• _What to do_
Could you copy out all the lines in the material below where the word "image" occurs?

• _Data for analysis_
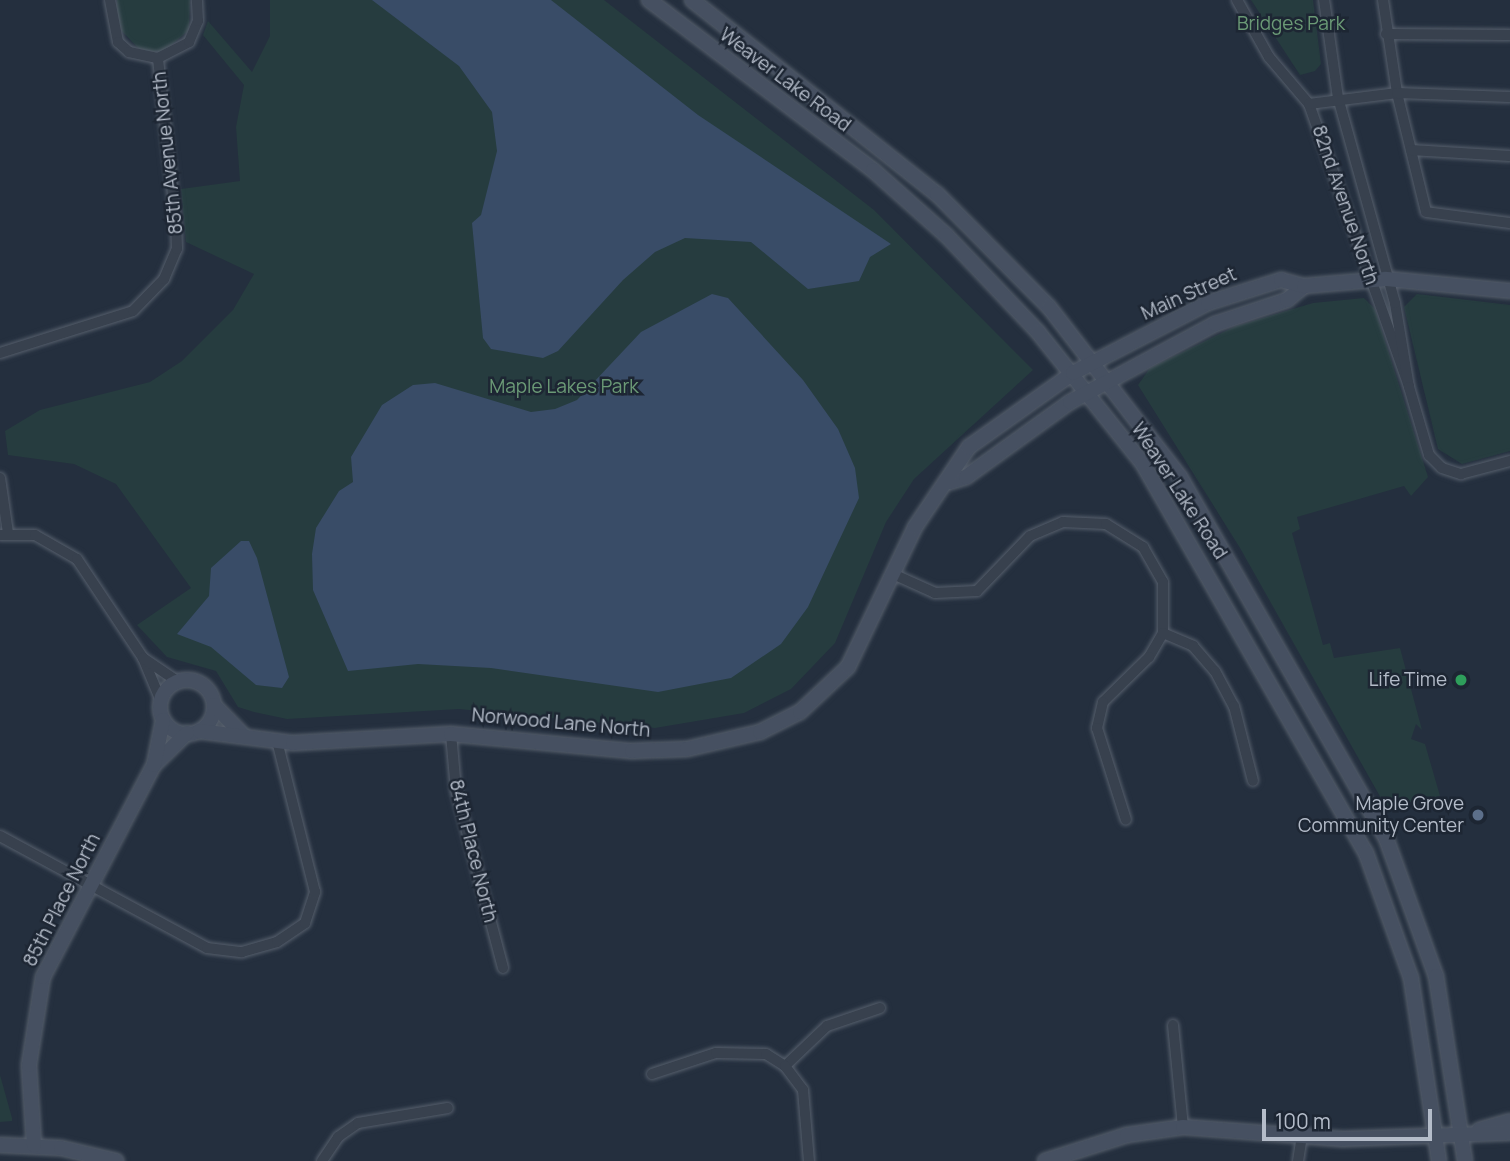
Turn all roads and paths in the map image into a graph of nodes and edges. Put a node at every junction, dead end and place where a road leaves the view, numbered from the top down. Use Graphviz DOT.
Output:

--

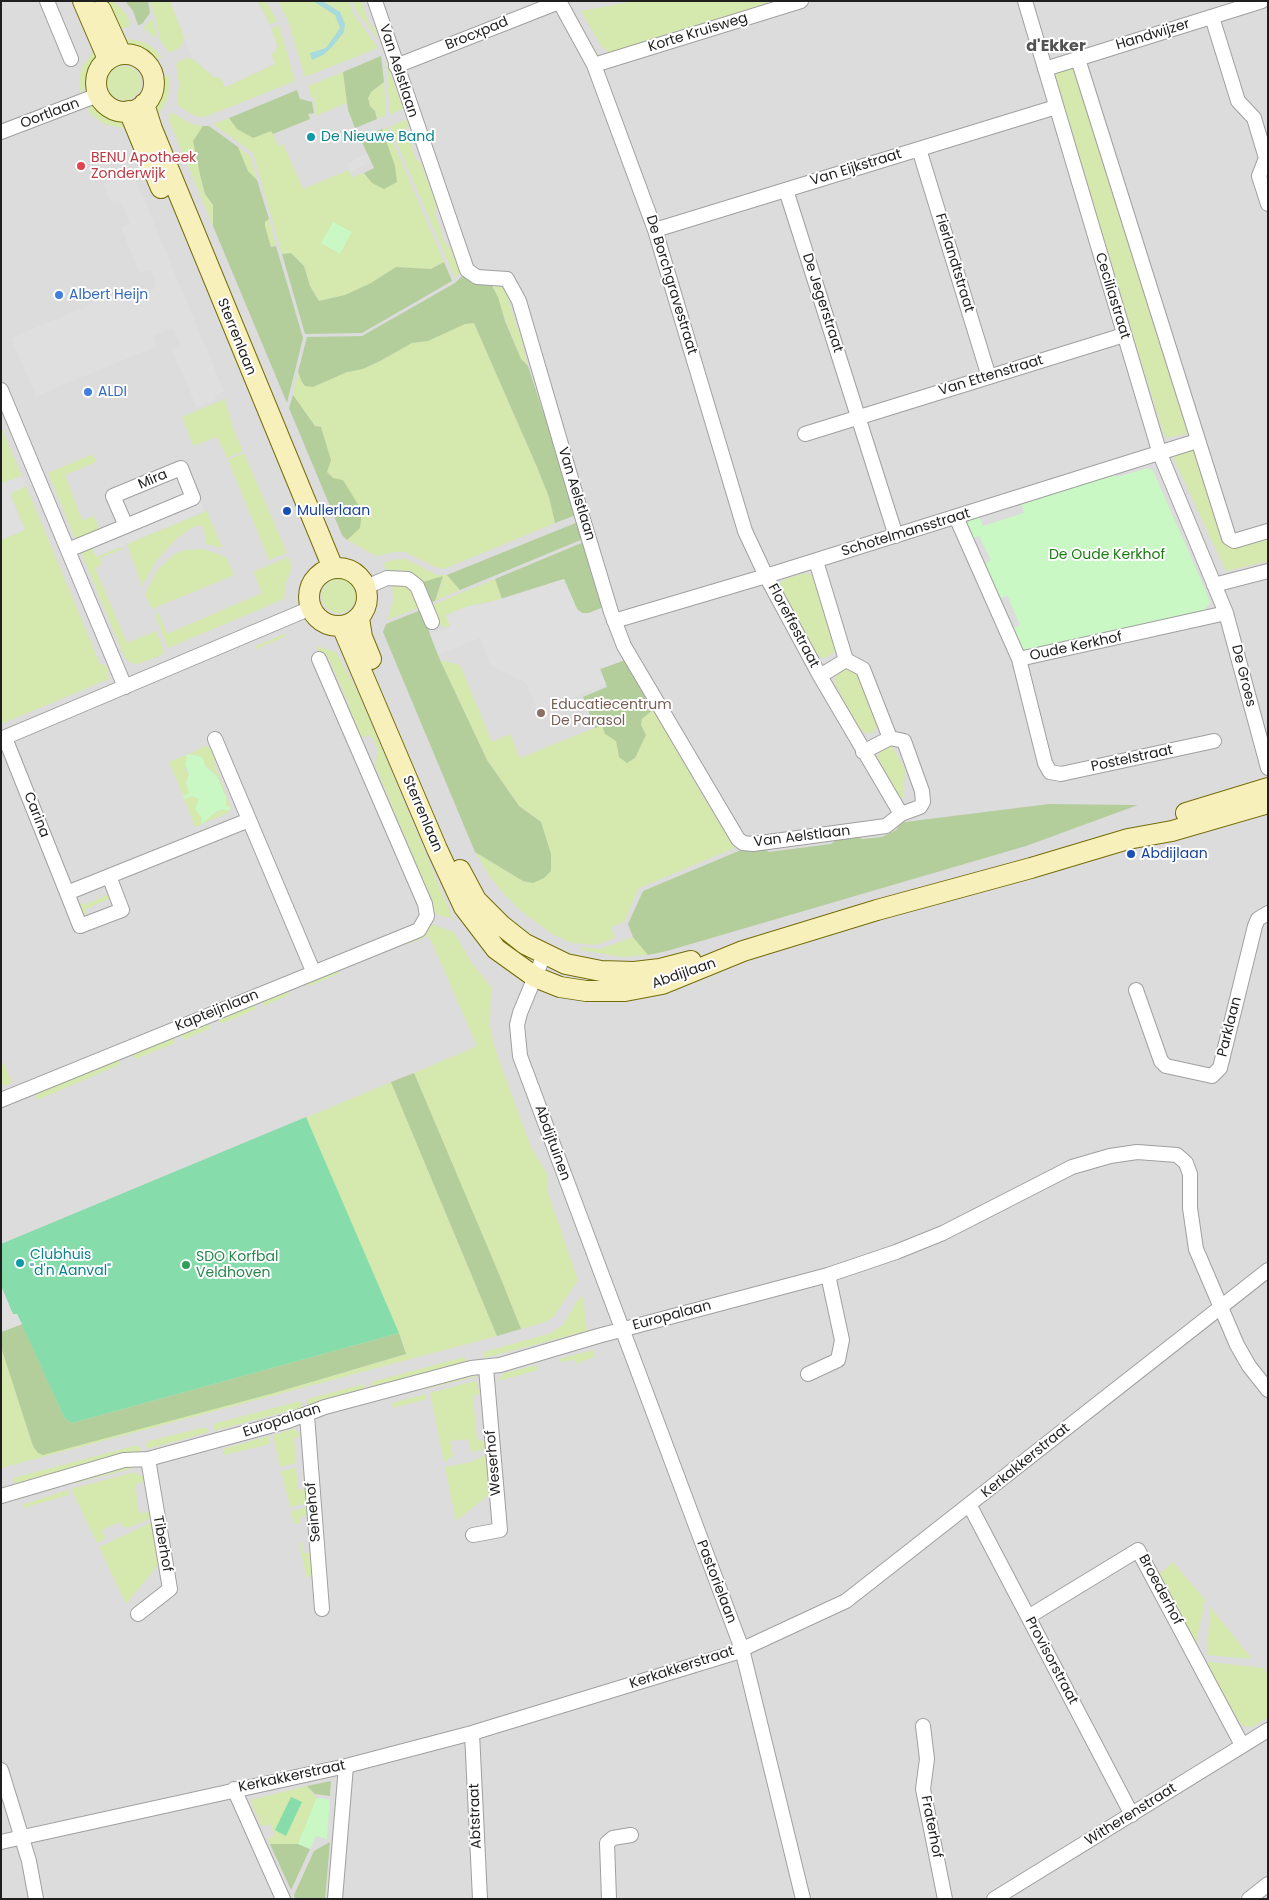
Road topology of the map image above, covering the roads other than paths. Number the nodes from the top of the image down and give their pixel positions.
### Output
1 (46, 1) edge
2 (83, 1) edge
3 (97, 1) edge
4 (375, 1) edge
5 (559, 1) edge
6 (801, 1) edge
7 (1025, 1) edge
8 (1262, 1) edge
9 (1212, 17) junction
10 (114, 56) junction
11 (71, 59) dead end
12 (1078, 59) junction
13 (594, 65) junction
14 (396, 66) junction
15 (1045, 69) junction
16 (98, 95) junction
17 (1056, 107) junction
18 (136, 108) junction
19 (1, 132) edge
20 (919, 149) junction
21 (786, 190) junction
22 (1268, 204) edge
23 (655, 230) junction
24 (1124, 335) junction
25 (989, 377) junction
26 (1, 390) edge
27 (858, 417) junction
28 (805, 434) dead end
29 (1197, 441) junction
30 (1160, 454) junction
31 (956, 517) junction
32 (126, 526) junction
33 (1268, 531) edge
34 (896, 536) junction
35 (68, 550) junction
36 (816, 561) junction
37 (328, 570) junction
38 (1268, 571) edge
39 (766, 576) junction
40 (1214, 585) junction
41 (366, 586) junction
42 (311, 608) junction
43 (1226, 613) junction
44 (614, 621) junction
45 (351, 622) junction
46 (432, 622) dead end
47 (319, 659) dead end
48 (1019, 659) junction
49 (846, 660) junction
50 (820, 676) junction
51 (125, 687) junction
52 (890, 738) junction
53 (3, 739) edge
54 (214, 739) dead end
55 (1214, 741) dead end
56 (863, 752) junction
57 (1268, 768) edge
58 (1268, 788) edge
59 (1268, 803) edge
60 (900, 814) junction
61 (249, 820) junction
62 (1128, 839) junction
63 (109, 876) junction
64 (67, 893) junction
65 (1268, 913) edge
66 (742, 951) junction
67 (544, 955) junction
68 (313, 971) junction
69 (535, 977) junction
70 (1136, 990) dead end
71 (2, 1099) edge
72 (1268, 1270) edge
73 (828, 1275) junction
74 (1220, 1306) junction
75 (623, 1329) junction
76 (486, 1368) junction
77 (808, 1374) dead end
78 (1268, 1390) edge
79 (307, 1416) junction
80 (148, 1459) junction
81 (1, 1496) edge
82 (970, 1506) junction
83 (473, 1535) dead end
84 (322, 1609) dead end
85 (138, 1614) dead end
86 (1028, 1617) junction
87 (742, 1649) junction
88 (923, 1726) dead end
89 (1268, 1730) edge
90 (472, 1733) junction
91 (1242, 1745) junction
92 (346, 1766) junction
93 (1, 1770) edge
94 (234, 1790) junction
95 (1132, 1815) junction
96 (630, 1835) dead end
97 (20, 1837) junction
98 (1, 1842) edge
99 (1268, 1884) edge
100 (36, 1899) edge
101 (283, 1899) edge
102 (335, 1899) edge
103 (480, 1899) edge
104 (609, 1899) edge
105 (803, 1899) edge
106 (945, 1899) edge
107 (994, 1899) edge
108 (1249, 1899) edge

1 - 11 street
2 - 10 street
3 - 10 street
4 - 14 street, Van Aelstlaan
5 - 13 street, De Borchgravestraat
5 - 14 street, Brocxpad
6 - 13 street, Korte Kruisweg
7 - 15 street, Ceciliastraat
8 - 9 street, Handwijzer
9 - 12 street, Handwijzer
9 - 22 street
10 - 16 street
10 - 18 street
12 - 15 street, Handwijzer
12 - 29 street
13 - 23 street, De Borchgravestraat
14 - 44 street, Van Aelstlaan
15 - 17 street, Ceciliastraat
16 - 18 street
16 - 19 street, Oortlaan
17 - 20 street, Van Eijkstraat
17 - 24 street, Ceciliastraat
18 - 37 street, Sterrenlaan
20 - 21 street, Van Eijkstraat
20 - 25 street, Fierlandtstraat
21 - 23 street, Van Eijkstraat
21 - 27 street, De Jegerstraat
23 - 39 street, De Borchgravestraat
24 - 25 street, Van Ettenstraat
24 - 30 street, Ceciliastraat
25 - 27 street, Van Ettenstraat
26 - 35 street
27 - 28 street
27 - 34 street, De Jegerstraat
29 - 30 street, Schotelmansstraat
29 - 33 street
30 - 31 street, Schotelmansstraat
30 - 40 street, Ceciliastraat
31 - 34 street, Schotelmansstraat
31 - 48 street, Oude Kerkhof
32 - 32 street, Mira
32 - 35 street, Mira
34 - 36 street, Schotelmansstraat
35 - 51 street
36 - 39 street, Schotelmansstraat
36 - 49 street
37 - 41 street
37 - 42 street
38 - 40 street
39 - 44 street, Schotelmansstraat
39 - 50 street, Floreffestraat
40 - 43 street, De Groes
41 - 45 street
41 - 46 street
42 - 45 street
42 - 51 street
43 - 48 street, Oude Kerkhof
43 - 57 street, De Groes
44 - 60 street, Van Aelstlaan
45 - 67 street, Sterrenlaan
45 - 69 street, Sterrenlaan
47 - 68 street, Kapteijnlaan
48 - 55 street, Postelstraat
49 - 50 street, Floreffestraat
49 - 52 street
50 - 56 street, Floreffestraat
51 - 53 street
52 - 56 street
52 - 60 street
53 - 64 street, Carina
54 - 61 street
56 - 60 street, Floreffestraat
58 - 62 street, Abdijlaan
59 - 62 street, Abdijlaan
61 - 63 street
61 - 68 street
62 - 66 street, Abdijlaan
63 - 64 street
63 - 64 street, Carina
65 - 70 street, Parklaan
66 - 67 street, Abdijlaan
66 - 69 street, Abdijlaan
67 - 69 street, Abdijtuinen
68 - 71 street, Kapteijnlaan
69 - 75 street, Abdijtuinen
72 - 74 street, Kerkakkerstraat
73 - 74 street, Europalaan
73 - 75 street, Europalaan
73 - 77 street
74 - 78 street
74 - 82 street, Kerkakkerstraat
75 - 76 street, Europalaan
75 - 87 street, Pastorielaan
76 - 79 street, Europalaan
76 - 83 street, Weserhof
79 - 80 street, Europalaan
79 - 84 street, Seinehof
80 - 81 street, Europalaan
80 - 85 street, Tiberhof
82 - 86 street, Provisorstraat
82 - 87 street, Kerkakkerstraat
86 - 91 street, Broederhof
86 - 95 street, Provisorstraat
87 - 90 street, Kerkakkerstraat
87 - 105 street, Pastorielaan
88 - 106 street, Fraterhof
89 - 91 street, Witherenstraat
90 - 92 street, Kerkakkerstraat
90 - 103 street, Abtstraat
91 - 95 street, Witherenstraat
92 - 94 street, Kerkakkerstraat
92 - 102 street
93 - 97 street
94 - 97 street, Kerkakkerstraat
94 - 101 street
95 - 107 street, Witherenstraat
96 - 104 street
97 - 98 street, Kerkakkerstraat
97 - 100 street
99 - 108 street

• _Answer to this exercise_
Turn all roads and paths in the map image into a graph of nodes and edges. Put a node at every junction, dead end and place where a road leaves the view, numbered from the top down. Use Graphviz DOT.
Road topology of the map image above, covering the roads other than paths. Number the nodes from the top of the image down and give their pixel positions.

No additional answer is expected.